Task item: Which of the lines below holds the string "controls"? Copy every line that does.

(Records to use)

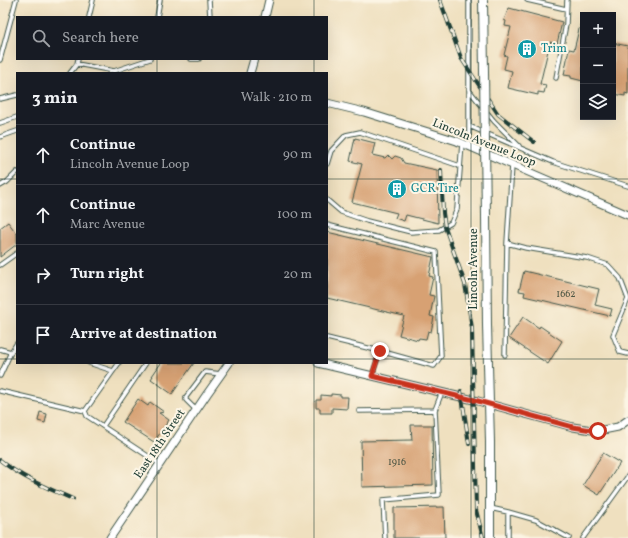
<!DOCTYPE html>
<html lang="en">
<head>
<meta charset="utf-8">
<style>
	:root { --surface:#171b24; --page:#242831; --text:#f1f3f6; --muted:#9ea1a6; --line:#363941 }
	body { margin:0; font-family:Vollkorn,serif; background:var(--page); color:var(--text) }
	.controls { position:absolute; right:12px; top:12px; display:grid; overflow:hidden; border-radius:0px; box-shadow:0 4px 16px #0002 }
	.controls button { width:36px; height:36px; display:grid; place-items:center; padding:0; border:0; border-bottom:1px solid var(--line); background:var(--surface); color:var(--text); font:20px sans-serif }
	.stop { position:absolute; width:12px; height:12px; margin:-9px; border:3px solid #c8321e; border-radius:50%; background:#fff }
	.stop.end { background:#c8321e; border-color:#fff; box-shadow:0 1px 4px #0008 }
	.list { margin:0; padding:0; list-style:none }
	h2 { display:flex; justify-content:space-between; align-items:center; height:52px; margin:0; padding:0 16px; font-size:17px }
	h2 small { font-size:13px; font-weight:400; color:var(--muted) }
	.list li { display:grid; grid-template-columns:26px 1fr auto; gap:12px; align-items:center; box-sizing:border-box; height:60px; padding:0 16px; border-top:1px solid var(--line) }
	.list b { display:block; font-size:15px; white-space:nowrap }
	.list p { margin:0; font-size:13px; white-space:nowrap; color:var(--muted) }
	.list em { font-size:13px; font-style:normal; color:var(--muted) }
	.icon { flex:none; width:22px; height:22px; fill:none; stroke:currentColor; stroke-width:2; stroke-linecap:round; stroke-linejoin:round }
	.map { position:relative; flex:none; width:628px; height:538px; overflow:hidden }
	.search { position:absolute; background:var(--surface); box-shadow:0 4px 16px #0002; left:16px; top:16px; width:312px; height:44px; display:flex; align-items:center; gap:10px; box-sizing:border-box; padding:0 14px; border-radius:0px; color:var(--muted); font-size:15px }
	.panel { position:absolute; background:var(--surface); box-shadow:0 4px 16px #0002; left:16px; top:72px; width:312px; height:292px; border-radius:0px }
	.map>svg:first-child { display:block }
</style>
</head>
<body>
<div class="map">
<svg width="628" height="538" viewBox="0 0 628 538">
	<rect width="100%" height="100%" fill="#fcf5e5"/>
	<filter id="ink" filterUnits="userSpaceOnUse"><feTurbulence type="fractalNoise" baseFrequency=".025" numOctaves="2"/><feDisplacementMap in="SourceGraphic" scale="8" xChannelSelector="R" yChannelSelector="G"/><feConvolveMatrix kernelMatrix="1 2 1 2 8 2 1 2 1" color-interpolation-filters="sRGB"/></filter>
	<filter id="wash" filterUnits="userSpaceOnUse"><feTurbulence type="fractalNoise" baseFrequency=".012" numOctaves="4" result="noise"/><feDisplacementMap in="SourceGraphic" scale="16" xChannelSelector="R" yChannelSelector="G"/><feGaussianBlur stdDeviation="0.9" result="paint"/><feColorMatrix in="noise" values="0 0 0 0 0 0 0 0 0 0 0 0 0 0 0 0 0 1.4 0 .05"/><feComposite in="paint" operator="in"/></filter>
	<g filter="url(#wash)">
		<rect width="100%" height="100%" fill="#efe0bf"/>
		<g id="blocks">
			<path fill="#d7a173" d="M509,8L562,22L557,44L550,42L540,84L546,85L544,93L538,92V95L508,88L512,71L504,69L507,56L504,55L511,27L505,26L506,21L504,20Z
				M580,25L583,26V81L571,78V76L564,75L569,49L574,50Z
				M613,43L628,46V94L625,93V96L614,94L615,91L613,90Z
				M355,138L375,143L372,155L385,158L388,155L392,159L395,156L401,158L404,163L437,170L438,223L406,215L404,221L395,218L397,213L352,202L362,164L350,161Z
				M8,222L17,234V244L0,257V228Z
				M327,232L433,257L429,276L433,277L429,295L434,296L430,316L434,317L431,332L428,331L426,339L419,338L418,340L399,335L404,316L327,298Z
				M524,271L599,289L595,305L612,309L610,316L524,296L525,292L519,291Z
				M523,317L539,328L540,326L562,341L548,364L509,338Z
				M161,363H194L172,394L151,379L153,376H152Z
				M331,394L341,395V397H348L347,409L332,408V413H320V408H316V400H321V395L331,396Z
				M138,399L148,406L150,402L164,412L159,413L169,420L154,442L123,422Z
				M40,412L47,414L45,423L38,421Z
				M411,425H432L433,485L362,487L361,441L412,440Z
				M603,453L620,463L599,495L583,485Z
				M444,507L445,538H394V508Z"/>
		</g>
	</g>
	<g filter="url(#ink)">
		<use href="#blocks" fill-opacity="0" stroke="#3e5549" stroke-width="1"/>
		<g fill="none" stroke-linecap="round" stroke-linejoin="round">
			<g stroke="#3e5549" stroke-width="5.5">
				<path id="service" d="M209,0L210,17
					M469,0V146
					M527,0L566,9
					M89,17L93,0
					M157,17L160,0
					M78,59L77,64L114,71L150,59
					M191,59H199
					M0,60L16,0
					M70,73L77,64
					M556,78L566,24L567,0
					M469,90L494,121L519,146
					M0,99L17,95
					M0,123L17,117
					M469,126L553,162L628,186
					M0,137L17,131
					M327,164L331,151L346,135L360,132L460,166
					M0,186L7,182L17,172
					M327,200L341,212L367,221L411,232L439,230L451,223L457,209L462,143
					M327,225L436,252L441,356L434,366L380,351L327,338
					M507,243L526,248L587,258L608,265L620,278L628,299L613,335L620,352L628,354
					M0,265L17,253
					M0,349L11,352L0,376
					M11,352L17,343
					M505,355L507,243L512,165
					M89,363L113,371
					M119,363L85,411L87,416L160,464
					M372,376L380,351
					M0,391L85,411
					M196,410L186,400V397L205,372L221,374
					M359,411L435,410L442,392
					M103,426L146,363
					M490,508L508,512V538
					M508,512L536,520L569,538
					M385,538L383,500L439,495L435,410
					M583,538L628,476"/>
			</g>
			<g stroke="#3e5549" stroke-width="9">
				<path id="minor" d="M265,17L269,0
					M250,73L254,59
					M327,103L364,112L457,141L628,215
					M318,363L478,401L573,427L598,431L618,427L628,420
					M110,538L207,394L229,363"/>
			</g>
			<g stroke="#3e5549" stroke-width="10">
				<path id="tertiary" d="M486,216L487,325L490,442V538"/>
			</g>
			<use href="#service" stroke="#fff" stroke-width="3.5"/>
			<use href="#minor" stroke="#fff" stroke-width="7"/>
			<use href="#tertiary" stroke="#fff" stroke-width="8"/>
			<g stroke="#1f3d34" stroke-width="4">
				<path id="rail" d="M440,0L461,58L498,114L534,142
					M441,170L443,213L445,227L465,284L472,328L476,510L483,538
					M461,391L469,444
					M0,460C22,478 47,488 73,499"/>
			</g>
			<use href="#rail" stroke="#fcf5e5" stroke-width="2.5" stroke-dasharray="8" stroke-linecap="butt"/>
			<g stroke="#3e5549" stroke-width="10" stroke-linecap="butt">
				<path id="tertiary-bridge" d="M483,0L486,216"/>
			</g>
			<use href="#tertiary-bridge" stroke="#fff" stroke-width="8"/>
		</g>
	</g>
	<g fill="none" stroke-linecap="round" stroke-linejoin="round" filter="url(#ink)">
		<path stroke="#c8321e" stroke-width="5" d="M380,351L372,376L478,401L573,427L598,431"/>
	</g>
	<path fill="none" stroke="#1f3d34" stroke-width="1" stroke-opacity="0.55" d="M157,0V17M314,0V17M471,0V538M157,59V73M314,59V73M0,179H17M327,179H628M0,359H17M327,359H628M157,363V538M314,363V538"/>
	<defs>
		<g id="building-disc" transform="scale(1)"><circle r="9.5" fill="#0f9aa8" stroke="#fcf5e5"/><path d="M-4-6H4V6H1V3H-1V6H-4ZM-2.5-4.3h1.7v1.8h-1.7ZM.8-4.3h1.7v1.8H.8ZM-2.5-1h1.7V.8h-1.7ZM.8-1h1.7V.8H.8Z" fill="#fff"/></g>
	</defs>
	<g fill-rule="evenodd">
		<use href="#building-disc" x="527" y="49"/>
		<use href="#building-disc" x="397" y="189"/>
	</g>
	<g text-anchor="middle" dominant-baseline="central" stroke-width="4" stroke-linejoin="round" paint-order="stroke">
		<g font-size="10" fill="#4d5644">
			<text x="566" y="294">1662</text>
			<text x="397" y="462">1916</text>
		</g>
		<g font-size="12" fill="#0d838f" stroke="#fcf5e5" text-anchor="start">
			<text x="541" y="49">Trim</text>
			<text x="411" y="189">GCR Tire</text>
		</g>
		<g font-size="12" fill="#1f3d34" stroke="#fcf5e5">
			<text transform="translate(484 143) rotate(22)">Lincoln Avenue Loop</text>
			<text transform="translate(474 269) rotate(-90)">Lincoln Avenue</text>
			<text transform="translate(160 444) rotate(-56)">East 18th Street</text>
		</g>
	</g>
</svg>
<div class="controls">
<button>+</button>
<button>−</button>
<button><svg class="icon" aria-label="layers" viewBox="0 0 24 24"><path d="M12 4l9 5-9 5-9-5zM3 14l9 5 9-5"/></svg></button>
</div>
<div class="stop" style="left:598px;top:431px"></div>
<div class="stop end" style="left:380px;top:351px"></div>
<div class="search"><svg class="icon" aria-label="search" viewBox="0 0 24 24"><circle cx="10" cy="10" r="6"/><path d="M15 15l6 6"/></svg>Search here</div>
<section class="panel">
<h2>3 min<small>Walk · 210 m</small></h2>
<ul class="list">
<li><svg class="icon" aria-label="ahead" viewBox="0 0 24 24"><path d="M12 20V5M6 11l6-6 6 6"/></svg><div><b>Continue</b><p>Lincoln Avenue Loop</p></div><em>90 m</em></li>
<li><svg class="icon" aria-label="ahead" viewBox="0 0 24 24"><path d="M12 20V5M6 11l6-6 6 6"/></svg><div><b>Continue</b><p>Marc Avenue</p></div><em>100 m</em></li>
<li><svg class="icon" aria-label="right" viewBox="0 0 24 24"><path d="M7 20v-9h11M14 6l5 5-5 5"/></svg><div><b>Turn right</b></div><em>20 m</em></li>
<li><svg class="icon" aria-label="arrive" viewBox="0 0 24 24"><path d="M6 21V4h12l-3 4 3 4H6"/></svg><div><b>Arrive at destination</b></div></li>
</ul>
</section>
</div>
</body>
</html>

(End Records to use)

Worked solution:
	.controls { position:absolute; right:12px; top:12px; display:grid; overflow:hidden; border-radius:0px; box-shadow:0 4px 16px #0002 }
	.controls button { width:36px; height:36px; display:grid; place-items:center; padding:0; border:0; border-bottom:1px solid var(--line); background:var(--surface); color:var(--text); font:20px sans-serif }
<div class="controls">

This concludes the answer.